(Beginning of Data excerpts)
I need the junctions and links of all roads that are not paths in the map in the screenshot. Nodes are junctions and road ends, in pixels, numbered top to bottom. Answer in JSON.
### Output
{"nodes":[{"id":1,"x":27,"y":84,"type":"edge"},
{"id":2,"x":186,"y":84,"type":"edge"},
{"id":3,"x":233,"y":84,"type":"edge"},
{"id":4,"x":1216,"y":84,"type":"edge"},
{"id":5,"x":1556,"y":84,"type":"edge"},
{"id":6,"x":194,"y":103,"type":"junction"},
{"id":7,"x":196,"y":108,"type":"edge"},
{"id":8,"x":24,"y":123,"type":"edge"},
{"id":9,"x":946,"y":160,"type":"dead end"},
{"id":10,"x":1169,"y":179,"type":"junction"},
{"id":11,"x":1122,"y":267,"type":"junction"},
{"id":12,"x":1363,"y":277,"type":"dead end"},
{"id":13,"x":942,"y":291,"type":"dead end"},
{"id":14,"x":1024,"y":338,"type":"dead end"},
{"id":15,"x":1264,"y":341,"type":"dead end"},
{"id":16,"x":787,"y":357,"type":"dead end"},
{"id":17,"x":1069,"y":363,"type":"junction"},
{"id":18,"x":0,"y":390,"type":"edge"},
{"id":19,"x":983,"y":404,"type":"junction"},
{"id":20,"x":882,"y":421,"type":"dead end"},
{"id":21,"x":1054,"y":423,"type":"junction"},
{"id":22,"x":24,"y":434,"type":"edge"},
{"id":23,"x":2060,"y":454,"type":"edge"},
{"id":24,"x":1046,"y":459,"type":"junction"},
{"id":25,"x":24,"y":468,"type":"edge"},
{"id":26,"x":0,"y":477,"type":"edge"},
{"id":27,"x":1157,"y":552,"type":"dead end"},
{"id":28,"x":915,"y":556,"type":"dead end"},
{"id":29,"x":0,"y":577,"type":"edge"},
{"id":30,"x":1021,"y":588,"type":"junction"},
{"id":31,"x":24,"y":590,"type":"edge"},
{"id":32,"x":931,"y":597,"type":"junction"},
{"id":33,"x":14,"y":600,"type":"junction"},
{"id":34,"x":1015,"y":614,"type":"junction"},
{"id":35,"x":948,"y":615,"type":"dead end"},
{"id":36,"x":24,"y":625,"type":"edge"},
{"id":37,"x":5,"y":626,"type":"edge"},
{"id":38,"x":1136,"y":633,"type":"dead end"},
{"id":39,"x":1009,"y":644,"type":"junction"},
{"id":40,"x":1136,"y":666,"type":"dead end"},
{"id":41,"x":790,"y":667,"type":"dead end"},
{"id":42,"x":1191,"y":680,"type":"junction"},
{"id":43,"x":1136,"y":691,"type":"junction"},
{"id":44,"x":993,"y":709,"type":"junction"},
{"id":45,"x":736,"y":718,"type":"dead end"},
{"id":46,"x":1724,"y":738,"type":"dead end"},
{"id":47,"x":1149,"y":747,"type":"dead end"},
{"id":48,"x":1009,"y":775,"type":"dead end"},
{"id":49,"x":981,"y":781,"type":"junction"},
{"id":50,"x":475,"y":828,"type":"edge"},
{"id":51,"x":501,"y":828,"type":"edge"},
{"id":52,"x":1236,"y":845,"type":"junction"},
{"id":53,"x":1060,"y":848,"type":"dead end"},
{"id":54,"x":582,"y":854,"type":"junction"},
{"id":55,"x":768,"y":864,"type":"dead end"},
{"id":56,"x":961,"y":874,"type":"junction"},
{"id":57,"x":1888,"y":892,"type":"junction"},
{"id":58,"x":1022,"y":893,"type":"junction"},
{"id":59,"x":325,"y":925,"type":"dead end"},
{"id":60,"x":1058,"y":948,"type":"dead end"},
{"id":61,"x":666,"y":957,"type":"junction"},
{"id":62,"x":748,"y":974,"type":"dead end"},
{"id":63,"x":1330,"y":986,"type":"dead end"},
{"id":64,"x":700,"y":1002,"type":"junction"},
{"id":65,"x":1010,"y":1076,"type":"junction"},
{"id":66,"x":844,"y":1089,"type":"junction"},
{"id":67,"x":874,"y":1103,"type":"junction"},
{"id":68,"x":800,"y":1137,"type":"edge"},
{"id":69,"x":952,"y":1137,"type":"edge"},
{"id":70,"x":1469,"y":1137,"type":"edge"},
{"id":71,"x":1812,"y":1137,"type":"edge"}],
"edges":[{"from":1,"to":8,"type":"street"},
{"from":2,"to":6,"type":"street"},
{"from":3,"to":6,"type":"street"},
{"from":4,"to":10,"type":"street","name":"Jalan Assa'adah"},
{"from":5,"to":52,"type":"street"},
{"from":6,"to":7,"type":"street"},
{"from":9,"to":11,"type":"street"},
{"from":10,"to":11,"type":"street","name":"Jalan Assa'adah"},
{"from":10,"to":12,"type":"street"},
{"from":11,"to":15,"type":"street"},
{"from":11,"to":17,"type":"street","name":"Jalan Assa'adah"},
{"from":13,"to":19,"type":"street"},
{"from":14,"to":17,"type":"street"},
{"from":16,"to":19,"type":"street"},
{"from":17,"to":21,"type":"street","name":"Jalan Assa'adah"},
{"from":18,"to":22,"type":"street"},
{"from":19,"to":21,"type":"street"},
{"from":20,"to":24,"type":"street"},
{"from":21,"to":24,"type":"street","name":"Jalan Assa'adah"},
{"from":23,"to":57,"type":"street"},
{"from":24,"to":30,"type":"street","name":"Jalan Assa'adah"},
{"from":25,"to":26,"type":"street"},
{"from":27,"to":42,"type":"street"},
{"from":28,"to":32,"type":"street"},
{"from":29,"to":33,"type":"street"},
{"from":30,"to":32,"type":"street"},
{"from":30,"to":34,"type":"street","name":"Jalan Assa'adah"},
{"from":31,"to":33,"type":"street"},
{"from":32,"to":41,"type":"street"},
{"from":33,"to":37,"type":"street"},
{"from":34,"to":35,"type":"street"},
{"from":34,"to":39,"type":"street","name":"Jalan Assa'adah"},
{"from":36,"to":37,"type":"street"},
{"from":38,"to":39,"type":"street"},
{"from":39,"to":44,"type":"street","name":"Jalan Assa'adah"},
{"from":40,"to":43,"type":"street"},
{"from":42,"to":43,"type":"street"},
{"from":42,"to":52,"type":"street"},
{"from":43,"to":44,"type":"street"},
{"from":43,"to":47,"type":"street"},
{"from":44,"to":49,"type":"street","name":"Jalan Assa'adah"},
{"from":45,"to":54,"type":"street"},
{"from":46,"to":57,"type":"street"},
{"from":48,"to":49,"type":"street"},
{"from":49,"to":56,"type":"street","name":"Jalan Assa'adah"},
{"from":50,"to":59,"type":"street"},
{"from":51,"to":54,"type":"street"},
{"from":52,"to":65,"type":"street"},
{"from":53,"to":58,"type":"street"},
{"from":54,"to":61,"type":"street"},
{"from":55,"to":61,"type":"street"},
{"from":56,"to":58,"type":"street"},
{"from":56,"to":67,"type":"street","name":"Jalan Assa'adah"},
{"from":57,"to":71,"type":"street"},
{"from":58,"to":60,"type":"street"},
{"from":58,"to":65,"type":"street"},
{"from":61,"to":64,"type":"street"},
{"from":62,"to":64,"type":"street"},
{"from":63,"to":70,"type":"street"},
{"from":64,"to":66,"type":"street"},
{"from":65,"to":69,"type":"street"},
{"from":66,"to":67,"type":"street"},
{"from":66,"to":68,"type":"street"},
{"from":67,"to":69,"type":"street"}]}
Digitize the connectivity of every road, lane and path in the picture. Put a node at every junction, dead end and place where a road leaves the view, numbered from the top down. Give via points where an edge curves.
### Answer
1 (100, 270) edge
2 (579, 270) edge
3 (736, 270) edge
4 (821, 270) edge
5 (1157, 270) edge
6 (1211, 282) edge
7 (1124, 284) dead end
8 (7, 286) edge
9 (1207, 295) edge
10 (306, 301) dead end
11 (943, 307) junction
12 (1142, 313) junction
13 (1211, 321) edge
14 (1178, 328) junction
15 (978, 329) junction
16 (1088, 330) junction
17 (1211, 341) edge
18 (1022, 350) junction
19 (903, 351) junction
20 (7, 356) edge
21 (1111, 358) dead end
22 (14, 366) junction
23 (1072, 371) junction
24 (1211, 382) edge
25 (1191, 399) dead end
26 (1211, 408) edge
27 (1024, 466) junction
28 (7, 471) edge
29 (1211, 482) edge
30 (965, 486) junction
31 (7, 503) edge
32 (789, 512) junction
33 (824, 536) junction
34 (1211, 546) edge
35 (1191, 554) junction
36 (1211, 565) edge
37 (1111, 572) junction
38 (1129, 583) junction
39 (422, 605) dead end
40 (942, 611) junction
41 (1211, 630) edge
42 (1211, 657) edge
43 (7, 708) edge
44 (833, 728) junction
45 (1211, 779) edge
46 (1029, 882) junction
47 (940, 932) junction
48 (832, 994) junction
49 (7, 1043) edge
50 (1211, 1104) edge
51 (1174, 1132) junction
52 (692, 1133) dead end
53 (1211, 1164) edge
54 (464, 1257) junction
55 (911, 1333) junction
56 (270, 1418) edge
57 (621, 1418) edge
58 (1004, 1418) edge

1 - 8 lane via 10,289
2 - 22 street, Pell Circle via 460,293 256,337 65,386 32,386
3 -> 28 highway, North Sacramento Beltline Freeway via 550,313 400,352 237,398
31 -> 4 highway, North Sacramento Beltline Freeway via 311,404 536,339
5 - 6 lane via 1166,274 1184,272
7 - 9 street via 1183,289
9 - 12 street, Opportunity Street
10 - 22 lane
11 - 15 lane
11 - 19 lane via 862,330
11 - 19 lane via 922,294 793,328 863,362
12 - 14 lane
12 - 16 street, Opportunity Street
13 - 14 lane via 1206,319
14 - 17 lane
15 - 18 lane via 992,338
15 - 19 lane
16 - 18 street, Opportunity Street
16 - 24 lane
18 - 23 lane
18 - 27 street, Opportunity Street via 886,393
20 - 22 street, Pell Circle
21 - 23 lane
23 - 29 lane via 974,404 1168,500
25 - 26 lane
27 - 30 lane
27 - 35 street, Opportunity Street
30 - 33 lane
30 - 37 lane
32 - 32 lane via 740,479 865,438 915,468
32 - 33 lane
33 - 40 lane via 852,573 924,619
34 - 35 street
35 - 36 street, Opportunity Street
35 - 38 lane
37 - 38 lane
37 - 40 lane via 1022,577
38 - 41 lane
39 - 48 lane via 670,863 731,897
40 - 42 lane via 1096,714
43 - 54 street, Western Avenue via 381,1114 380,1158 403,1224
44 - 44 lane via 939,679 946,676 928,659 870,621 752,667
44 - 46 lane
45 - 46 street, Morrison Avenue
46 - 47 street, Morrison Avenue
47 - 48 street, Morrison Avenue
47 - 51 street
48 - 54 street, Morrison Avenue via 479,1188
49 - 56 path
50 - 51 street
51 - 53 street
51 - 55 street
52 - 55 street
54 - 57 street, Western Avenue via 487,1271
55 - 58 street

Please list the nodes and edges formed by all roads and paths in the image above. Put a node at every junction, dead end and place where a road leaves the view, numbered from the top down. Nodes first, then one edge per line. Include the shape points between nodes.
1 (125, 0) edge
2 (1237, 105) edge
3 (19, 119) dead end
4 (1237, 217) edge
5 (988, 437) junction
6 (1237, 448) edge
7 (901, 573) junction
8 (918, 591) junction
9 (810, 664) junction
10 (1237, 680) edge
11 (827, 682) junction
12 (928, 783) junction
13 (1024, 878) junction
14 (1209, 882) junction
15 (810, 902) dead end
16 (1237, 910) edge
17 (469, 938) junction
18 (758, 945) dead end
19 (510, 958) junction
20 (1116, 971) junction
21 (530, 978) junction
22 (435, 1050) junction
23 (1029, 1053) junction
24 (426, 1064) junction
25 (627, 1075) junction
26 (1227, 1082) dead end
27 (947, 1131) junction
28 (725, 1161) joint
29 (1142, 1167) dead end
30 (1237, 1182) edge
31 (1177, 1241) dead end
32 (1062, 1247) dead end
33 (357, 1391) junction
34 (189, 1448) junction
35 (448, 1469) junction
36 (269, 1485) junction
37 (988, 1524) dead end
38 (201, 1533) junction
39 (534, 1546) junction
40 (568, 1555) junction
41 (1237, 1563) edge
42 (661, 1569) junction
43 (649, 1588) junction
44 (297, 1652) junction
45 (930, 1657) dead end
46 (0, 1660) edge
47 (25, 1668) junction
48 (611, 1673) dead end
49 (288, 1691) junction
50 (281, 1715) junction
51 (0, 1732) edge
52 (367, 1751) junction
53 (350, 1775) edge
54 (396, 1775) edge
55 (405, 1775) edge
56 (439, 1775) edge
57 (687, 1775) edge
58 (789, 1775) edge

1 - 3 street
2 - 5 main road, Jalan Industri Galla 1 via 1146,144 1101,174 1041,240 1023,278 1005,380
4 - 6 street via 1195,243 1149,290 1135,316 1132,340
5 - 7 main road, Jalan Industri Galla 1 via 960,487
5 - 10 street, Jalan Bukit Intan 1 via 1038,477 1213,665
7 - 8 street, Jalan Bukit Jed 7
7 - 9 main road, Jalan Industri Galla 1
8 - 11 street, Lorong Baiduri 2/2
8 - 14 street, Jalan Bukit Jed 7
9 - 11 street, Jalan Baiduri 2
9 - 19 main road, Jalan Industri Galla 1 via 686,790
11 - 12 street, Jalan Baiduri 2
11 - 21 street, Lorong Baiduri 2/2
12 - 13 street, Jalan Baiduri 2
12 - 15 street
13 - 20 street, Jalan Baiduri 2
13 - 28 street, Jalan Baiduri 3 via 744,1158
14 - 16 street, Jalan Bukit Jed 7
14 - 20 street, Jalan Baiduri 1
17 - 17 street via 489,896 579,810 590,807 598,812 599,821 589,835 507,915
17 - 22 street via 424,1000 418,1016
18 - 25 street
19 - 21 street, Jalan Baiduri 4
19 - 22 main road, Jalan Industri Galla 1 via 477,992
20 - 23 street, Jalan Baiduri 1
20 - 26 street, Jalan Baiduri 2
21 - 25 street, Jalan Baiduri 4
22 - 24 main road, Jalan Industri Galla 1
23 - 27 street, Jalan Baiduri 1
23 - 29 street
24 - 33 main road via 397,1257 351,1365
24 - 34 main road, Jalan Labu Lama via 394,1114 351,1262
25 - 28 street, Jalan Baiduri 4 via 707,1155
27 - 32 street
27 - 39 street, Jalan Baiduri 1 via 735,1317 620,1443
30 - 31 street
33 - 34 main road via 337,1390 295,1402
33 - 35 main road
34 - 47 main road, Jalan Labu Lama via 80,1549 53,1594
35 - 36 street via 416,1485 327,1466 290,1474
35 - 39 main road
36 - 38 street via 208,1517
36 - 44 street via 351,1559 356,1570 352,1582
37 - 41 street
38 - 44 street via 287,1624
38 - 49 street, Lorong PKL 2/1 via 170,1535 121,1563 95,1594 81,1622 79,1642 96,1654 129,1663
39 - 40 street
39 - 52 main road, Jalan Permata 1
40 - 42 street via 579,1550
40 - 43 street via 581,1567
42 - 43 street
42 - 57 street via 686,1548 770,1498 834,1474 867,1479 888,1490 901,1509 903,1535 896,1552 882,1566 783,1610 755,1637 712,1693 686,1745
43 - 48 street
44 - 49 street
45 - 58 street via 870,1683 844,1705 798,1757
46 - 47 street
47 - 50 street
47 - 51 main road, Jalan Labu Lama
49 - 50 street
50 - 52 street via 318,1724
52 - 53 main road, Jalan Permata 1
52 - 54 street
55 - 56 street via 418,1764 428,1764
(End of Data excerpts)
» Instructions to follow:
Each line of the entries above that has the word "Bukit" is to be copied.

» Output of the task:
5 - 10 street, Jalan Bukit Intan 1 via 1038,477 1213,665
7 - 8 street, Jalan Bukit Jed 7
8 - 14 street, Jalan Bukit Jed 7
14 - 16 street, Jalan Bukit Jed 7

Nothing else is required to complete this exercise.